Mais revenons en à "Blood Money", qui est (et j'en mets ma tête au feu) le plus grand disque du siècle, et peut être l'un des plus grands de tout les temps.. L'album s'ouvre sur "Misery is The River Of The world", et ses paroles terrifiantes, et des sonorités venues d'outre-tombe, comme l'épouvantail d'il y a plusieurs siècles revenus de parmis les morts, en chantant un "hymne" pour faire revenir les vivants sur terre.
Puis l'album continue dans ce thème là, et l'accumulation de chefs d'œuvres... "God's Away on Buiseness" et son clip ou Tom évolue dans une maison à l'abandon paumée, tout en ayant un parapluie, des canards et des oies comme compagnon avec des lignes de textes que n'aurais pas renié le clown "Ça" ou le pingouin de Batman... Puis on continue avec "All World is green", magnifique ballade foraine, douce, reposante et qui fait mal aux tripes en même temps... Puis l'instrumentale "Knife Chase" qui me terrifie à chaque écoute, les larmes, le froid dans le dos, les frissons.. Parce que oui ce disque fait immensément peur, et aussi froid dans le dos, il brise le cœur, il donne des frissons à chaque écoute... On a l'impression que personne ne peut aller aussi loin dans la radicalite et la beauté... Que le niveau est tellement haut, que tout le monde ne peut atteindre sa rotule...

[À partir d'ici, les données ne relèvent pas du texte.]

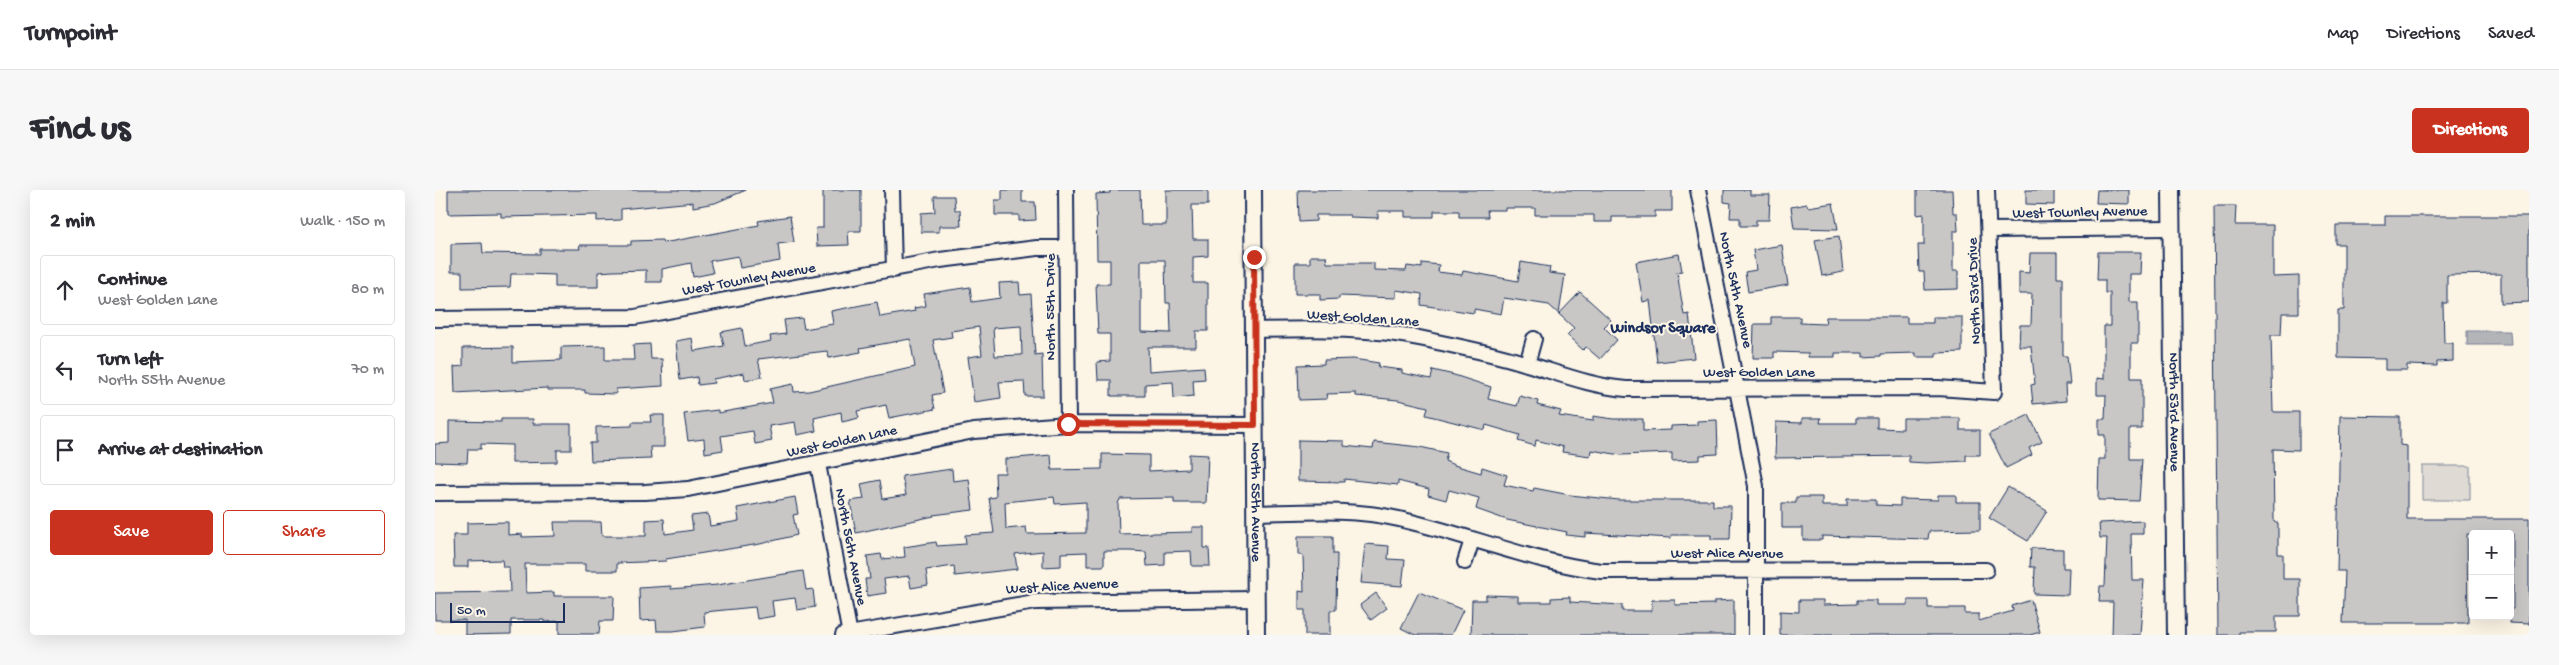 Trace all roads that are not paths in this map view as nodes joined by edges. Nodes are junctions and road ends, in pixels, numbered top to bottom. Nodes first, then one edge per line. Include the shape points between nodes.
1 (892, 190) edge
2 (1066, 190) edge
3 (1253, 190) edge
4 (1697, 190) edge
5 (1987, 190) edge
6 (2171, 190) edge
7 (2171, 228) junction
8 (1990, 230) junction
9 (1066, 248) junction
10 (894, 270) junction
11 (435, 319) edge
12 (1254, 330) junction
13 (1535, 339) dead end
14 (1527, 364) junction
15 (1738, 389) junction
16 (1994, 392) joint
17 (1068, 424) junction
18 (1255, 425) junction
19 (818, 464) junction
20 (435, 493) edge
21 (1255, 513) junction
22 (1472, 540) junction
23 (1465, 562) dead end
24 (1756, 570) junction
25 (1986, 570) dead end
26 (1255, 599) junction
27 (848, 635) edge
28 (1255, 635) edge
29 (1756, 635) edge
30 (2176, 635) edge

1 - 10 street
2 - 9 street, North 55th Drive
3 - 12 street, North 55th Avenue
4 - 15 street, North 54th Avenue
5 - 8 street, North 53rd Drive
6 - 7 street, North 53rd Avenue
7 - 8 street, West Townley Avenue
7 - 30 street, North 53rd Avenue
8 - 16 street, North 53rd Drive
9 - 10 street, West Townley Avenue via 1037,248 940,260
9 - 17 street, North 55th Drive
10 - 11 street, West Townley Avenue via 635,317
12 - 14 street, West Golden Lane via 1358,331 1402,336
12 - 18 street, North 55th Avenue
13 - 14 street
14 - 15 street, West Golden Lane via 1602,387
15 - 16 street, West Golden Lane via 1938,388
15 - 24 street, North 54th Avenue via 1755,486
17 - 18 street, West Golden Lane
17 - 19 street, West Golden Lane via 975,431
18 - 21 street, North 55th Avenue
19 - 20 street, West Golden Lane via 687,489
19 - 27 street, North 56th Avenue
21 - 22 street, West Alice Avenue via 1327,511 1368,514 1399,518
21 - 26 street, North 55th Avenue
22 - 23 street
22 - 24 street, West Alice Avenue via 1551,562 1601,570
24 - 25 street, West Alice Avenue
24 - 29 street, North 54th Avenue
26 - 27 street, West Alice Avenue via 1035,602
26 - 28 street, North 55th Avenue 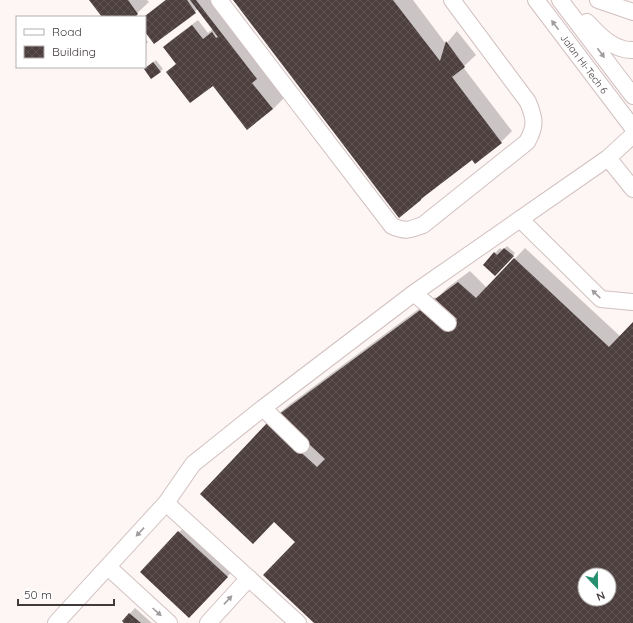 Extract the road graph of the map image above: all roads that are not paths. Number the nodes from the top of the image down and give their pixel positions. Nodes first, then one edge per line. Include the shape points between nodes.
1 (219, 0) edge
2 (452, 0) edge
3 (536, 0) edge
4 (560, 0) edge
5 (565, 0) edge
6 (598, 0) edge
7 (633, 12) edge
8 (633, 50) edge
9 (632, 91) edge
10 (627, 111) edge
11 (633, 128) edge
12 (633, 135) edge
13 (608, 158) junction
14 (633, 189) edge
15 (520, 219) junction
16 (414, 293) junction
17 (633, 302) edge
18 (448, 323) dead end
19 (263, 408) junction
20 (301, 445) dead end
21 (166, 503) junction
22 (108, 567) junction
23 (249, 578) junction
24 (56, 623) edge
25 (169, 623) edge
26 (208, 623) edge
27 (298, 623) edge

1 - 2 street via 392,226 402,230 423,225 528,142 533,131 533,114 528,102
10 -> 3 street, Jalan Hi-Tech 6
4 -> 9 street, Jalan Hi-Tech 6
5 - 8 street via 600,36 615,46
6 - 7 street
9 - 10 street
10 - 11 street, Jalan Hi-Tech 6
12 - 13 street
13 - 14 street
13 - 15 street
15 - 16 street
17 -> 15 street via 601,299
16 - 18 street
16 - 19 street
19 - 20 street
19 - 21 street via 192,464
21 -> 22 street
21 - 23 street
22 - 24 street
22 -> 25 street
26 -> 23 street
23 - 27 street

Cette trilogie de fin du monde, des émotions par milliers, représente à mon avis , le sommet du rock, mais aussi du jazz, comme de la littérature contemporaine.. Même la trilogie berlinoise de Bowie c'est petit à côté (et pourtant c'est déjà immense ).
Puis "Starving in the belly of a whale" et ses cloches démoniaques et la voix de Tom qui n'a jamais été aussi angoissé et animé par l'émotion, cette chanson doit être beaucoup pour lui, il a rarement eu si peur dans son chant...

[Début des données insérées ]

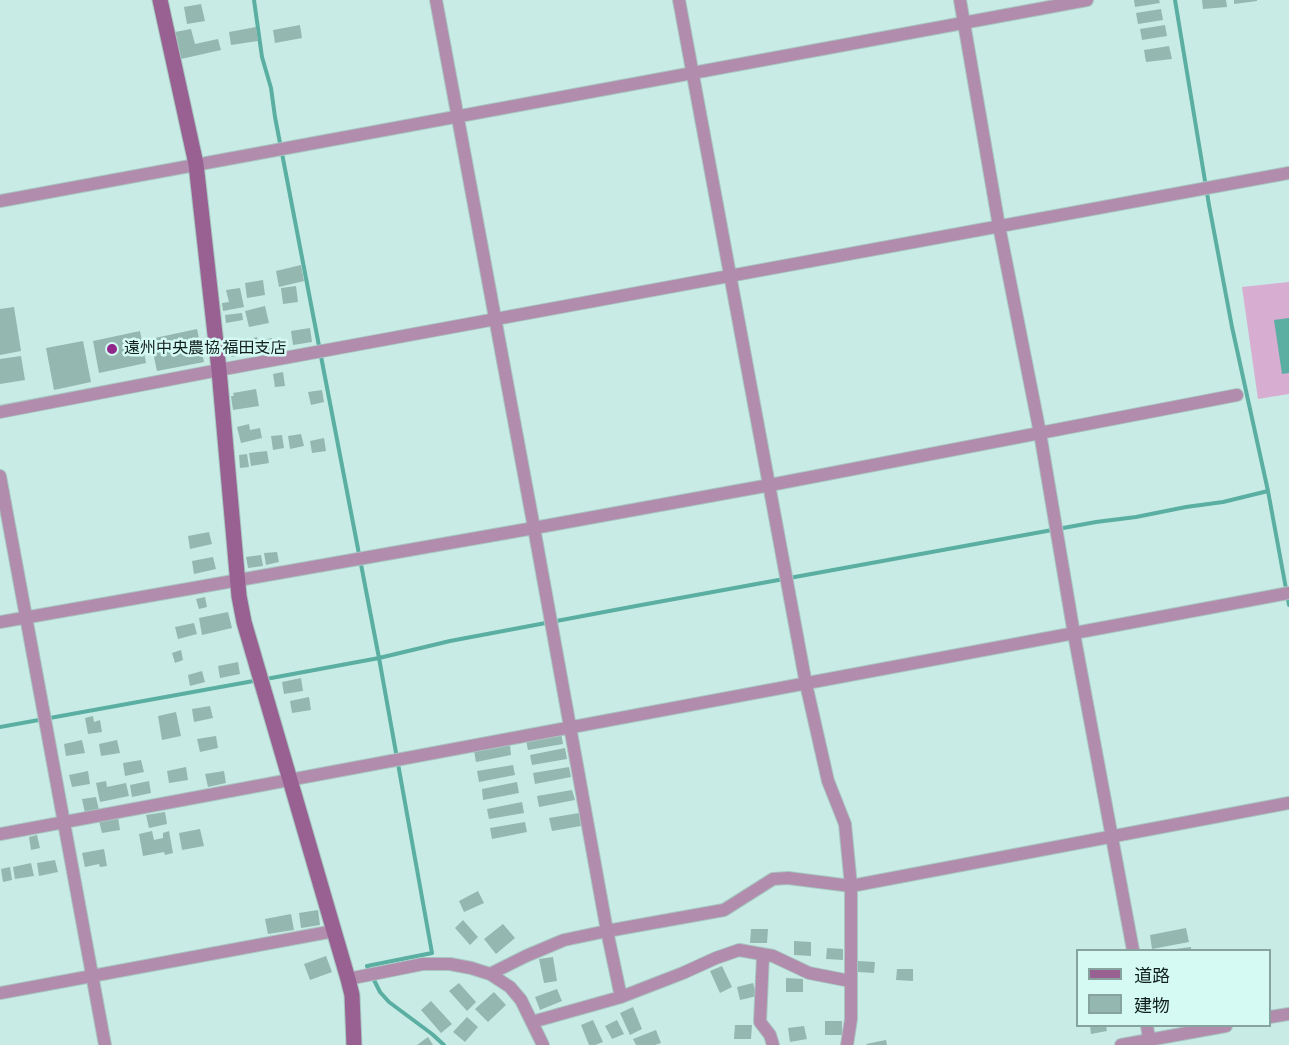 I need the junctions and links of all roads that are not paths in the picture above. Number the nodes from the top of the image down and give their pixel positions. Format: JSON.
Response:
{"nodes":[{"id":1,"x":160,"y":0,"type":"edge"},
{"id":2,"x":436,"y":0,"type":"edge"},
{"id":3,"x":679,"y":0,"type":"edge"},
{"id":4,"x":960,"y":0,"type":"edge"},
{"id":5,"x":1087,"y":0,"type":"edge"},
{"id":6,"x":964,"y":23,"type":"junction"},
{"id":7,"x":693,"y":74,"type":"junction"},
{"id":8,"x":457,"y":117,"type":"junction"},
{"id":9,"x":196,"y":164,"type":"junction"},
{"id":10,"x":1289,"y":172,"type":"edge"},
{"id":11,"x":0,"y":201,"type":"edge"},
{"id":12,"x":999,"y":226,"type":"junction"},
{"id":13,"x":730,"y":276,"type":"junction"},
{"id":14,"x":495,"y":319,"type":"junction"},
{"id":15,"x":219,"y":370,"type":"junction"},
{"id":16,"x":1237,"y":395,"type":"dead end"},
{"id":17,"x":0,"y":412,"type":"edge"},
{"id":18,"x":1040,"y":433,"type":"junction"},
{"id":19,"x":0,"y":476,"type":"edge"},
{"id":20,"x":770,"y":485,"type":"junction"},
{"id":21,"x":534,"y":528,"type":"junction"},
{"id":22,"x":238,"y":580,"type":"junction"},
{"id":23,"x":1289,"y":593,"type":"edge"},
{"id":24,"x":26,"y":617,"type":"junction"},
{"id":25,"x":0,"y":622,"type":"edge"},
{"id":26,"x":1074,"y":634,"type":"junction"},
{"id":27,"x":807,"y":684,"type":"junction"},
{"id":28,"x":570,"y":727,"type":"junction"},
{"id":29,"x":290,"y":779,"type":"junction"},
{"id":30,"x":1289,"y":803,"type":"edge"},
{"id":31,"x":64,"y":823,"type":"junction"},
{"id":32,"x":0,"y":834,"type":"edge"},
{"id":33,"x":1112,"y":836,"type":"junction"},
{"id":34,"x":851,"y":886,"type":"junction"},
{"id":35,"x":334,"y":931,"type":"junction"},
{"id":36,"x":607,"y":931,"type":"junction"},
{"id":37,"x":1133,"y":949,"type":"edge"},
{"id":38,"x":763,"y":955,"type":"junction"},
{"id":39,"x":490,"y":974,"type":"junction"},
{"id":40,"x":92,"y":976,"type":"junction"},
{"id":41,"x":348,"y":979,"type":"junction"},
{"id":42,"x":850,"y":981,"type":"junction"},
{"id":43,"x":0,"y":993,"type":"edge"},
{"id":44,"x":621,"y":996,"type":"junction"},
{"id":45,"x":1289,"y":1014,"type":"edge"},
{"id":46,"x":1271,"y":1017,"type":"edge"},
{"id":47,"x":532,"y":1022,"type":"junction"},
{"id":48,"x":1147,"y":1027,"type":"edge"},
{"id":49,"x":1221,"y":1027,"type":"edge"},
{"id":50,"x":1150,"y":1042,"type":"edge"},
{"id":51,"x":105,"y":1045,"type":"edge"},
{"id":52,"x":354,"y":1045,"type":"edge"},
{"id":53,"x":543,"y":1045,"type":"edge"},
{"id":54,"x":773,"y":1045,"type":"edge"},
{"id":55,"x":847,"y":1045,"type":"edge"},
{"id":56,"x":1121,"y":1045,"type":"edge"}],
"edges":[{"from":1,"to":9,"type":"street"},
{"from":2,"to":8,"type":"street"},
{"from":3,"to":7,"type":"street"},
{"from":4,"to":6,"type":"street"},
{"from":5,"to":6,"type":"street"},
{"from":6,"to":7,"type":"street"},
{"from":6,"to":12,"type":"street"},
{"from":7,"to":8,"type":"street"},
{"from":7,"to":13,"type":"street"},
{"from":8,"to":9,"type":"street"},
{"from":8,"to":14,"type":"street"},
{"from":9,"to":11,"type":"street"},
{"from":9,"to":15,"type":"street"},
{"from":10,"to":12,"type":"street"},
{"from":12,"to":13,"type":"street"},
{"from":12,"to":18,"type":"street"},
{"from":13,"to":14,"type":"street"},
{"from":13,"to":20,"type":"street"},
{"from":14,"to":15,"type":"street"},
{"from":14,"to":21,"type":"street"},
{"from":15,"to":17,"type":"street"},
{"from":15,"to":22,"type":"street"},
{"from":16,"to":18,"type":"street"},
{"from":18,"to":20,"type":"street"},
{"from":18,"to":26,"type":"street"},
{"from":19,"to":24,"type":"street"},
{"from":20,"to":21,"type":"street"},
{"from":20,"to":27,"type":"street"},
{"from":21,"to":22,"type":"street"},
{"from":21,"to":28,"type":"street"},
{"from":22,"to":24,"type":"street"},
{"from":22,"to":29,"type":"street"},
{"from":23,"to":26,"type":"street"},
{"from":24,"to":25,"type":"street"},
{"from":24,"to":31,"type":"street"},
{"from":26,"to":27,"type":"street"},
{"from":26,"to":33,"type":"street"},
{"from":27,"to":28,"type":"street"},
{"from":27,"to":34,"type":"street"},
{"from":28,"to":29,"type":"street"},
{"from":28,"to":36,"type":"street"},
{"from":29,"to":31,"type":"street"},
{"from":29,"to":35,"type":"street"},
{"from":30,"to":33,"type":"street"},
{"from":31,"to":32,"type":"street"},
{"from":31,"to":40,"type":"street"},
{"from":33,"to":34,"type":"street"},
{"from":33,"to":37,"type":"street"},
{"from":34,"to":36,"type":"street"},
{"from":34,"to":42,"type":"street"},
{"from":35,"to":40,"type":"street"},
{"from":35,"to":41,"type":"street"},
{"from":36,"to":39,"type":"street"},
{"from":36,"to":44,"type":"street"},
{"from":38,"to":42,"type":"street"},
{"from":38,"to":44,"type":"street"},
{"from":38,"to":54,"type":"street"},
{"from":39,"to":41,"type":"street"},
{"from":39,"to":47,"type":"street"},
{"from":40,"to":43,"type":"street"},
{"from":40,"to":51,"type":"street"},
{"from":41,"to":52,"type":"street"},
{"from":42,"to":55,"type":"street"},
{"from":44,"to":47,"type":"street"},
{"from":45,"to":46,"type":"street"},
{"from":47,"to":53,"type":"street"},
{"from":48,"to":50,"type":"street"},
{"from":49,"to":50,"type":"street"},
{"from":50,"to":56,"type":"street"}]}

L'album se termine par une reprise d'une chanson de Springsteen, "a good man is a hard to find", qui me fout en larmes dès les premières notes... Une reprise supérieure à l'originale, comme Nick cave et sa reprise de "Death is not the end" de Dylan.
Black Rider, Alice et Blood Money sont le sommet de la discographie du vieux Tom le forain, la discographie folle de Tom ne commence qu'à partir de Swordfishtrombones, et à partir de Bone Machine il est roi du rock !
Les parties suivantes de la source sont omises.